Vodka trinkt man entweder pur, oder man mischt ihn mit Orangensaft. Dann wirkt er nicht so schnell, aber man kann mehr davon trinken. Am nächsten Morgen geht’s einem aber genauso schlecht und man hat einen zusätzlichen grausigen Beigeschmack nach schalen Orangen im Mund.
Kaths Orangensaft war Ela. Ein nettes, durchgeknalltes Mädchen, das seine wahre Wirkung aber erst im Doppelpack mit Kath entfalten konnte. Und Ela war gelangweilt. Sie hatte sich den Fuß verstaucht, nachdem sie Ronny hinterher gestürmt war, als dieser überhastet die Party verlassen hatte. „Kein Bock auf Weiberpartys“, waren seine letzten Worte. Das war eine der vielen Gemeinsamkeiten, die Ela in ihm sah. Sie wollte ihn aufhalten und war im vollen Lauf über die Verandabank gestolpert. Jetzt hatte sie endgültig keinen Bock mehr und fluchte vor sich hin, dass sie endlich pennen wolle.

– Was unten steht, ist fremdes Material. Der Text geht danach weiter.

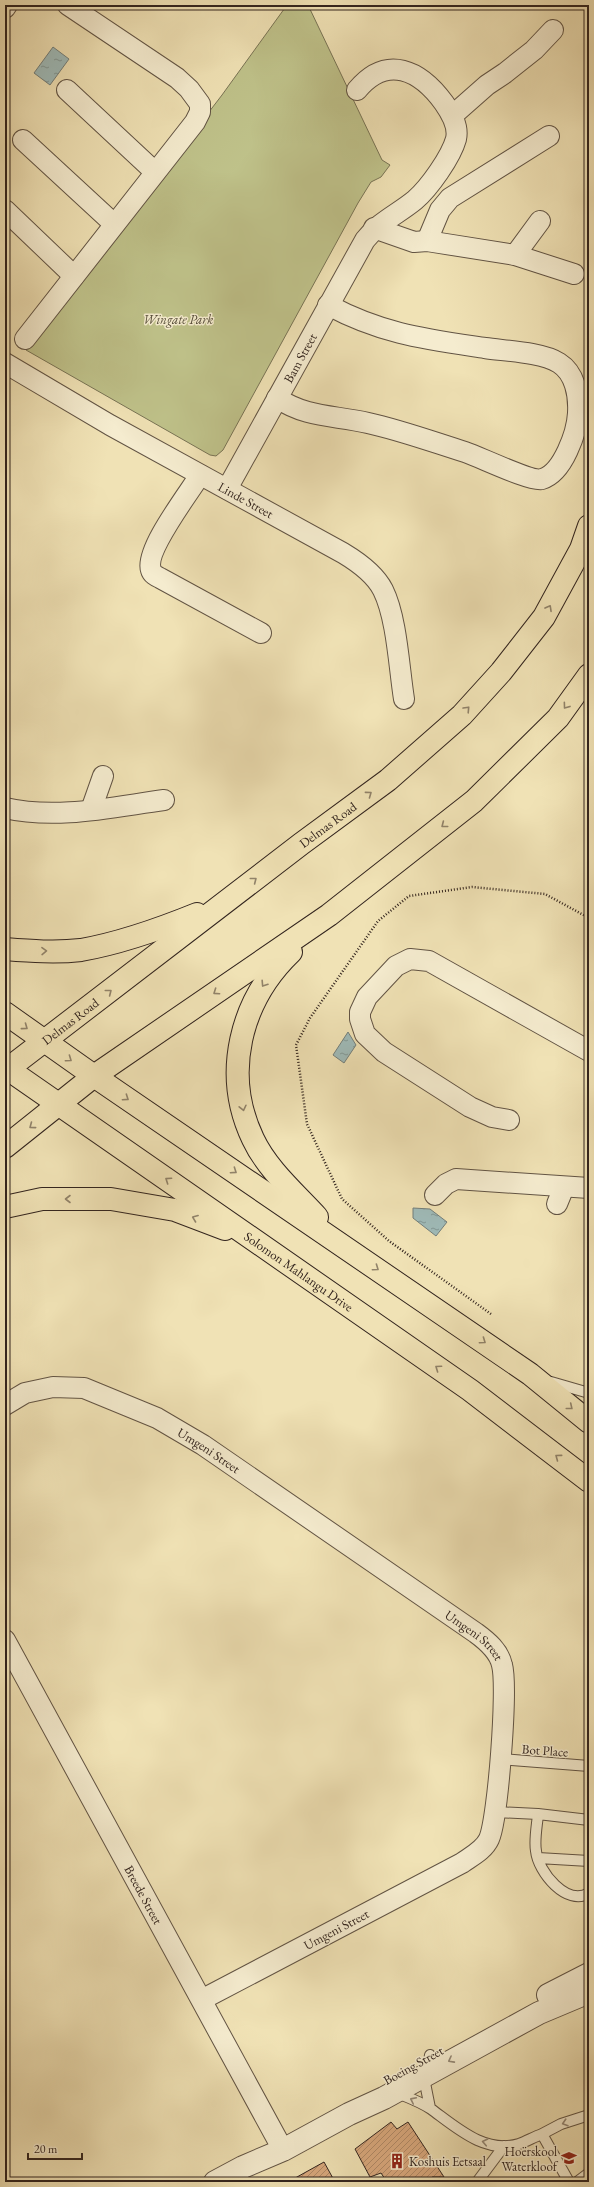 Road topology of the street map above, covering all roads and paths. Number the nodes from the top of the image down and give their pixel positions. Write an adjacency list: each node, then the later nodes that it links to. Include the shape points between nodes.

Um eine Weiberparty zu neutralisieren, gibt es nur ein Rezept: Männer. Also köderte ich Ela, indem ich ihr Männer versprach. Ich huschte mit Ela und Kath, unerkannt von der Gastgeberin, in die Dunkelheit hinaus und wir stellten uns vor dem Haus in der weitläufigen Provinzstadtsiedlung an die nächst größere Straße. Was von meiner Seite her als Ela – Aufmunterungs – Gag geplant war, endete in purem Ernst. Ela Wirbelwind warf sich auf die vorbeifahrenden BMWs, bis der erste endlich stehen blieb. Kath und ich kugelten uns vor Lachen und Erleichterung, als der Wagen kehrt machte und in die Gegenrichtung abdüste:
„Die haben Angst vor dir, Ela!“, rief Kath.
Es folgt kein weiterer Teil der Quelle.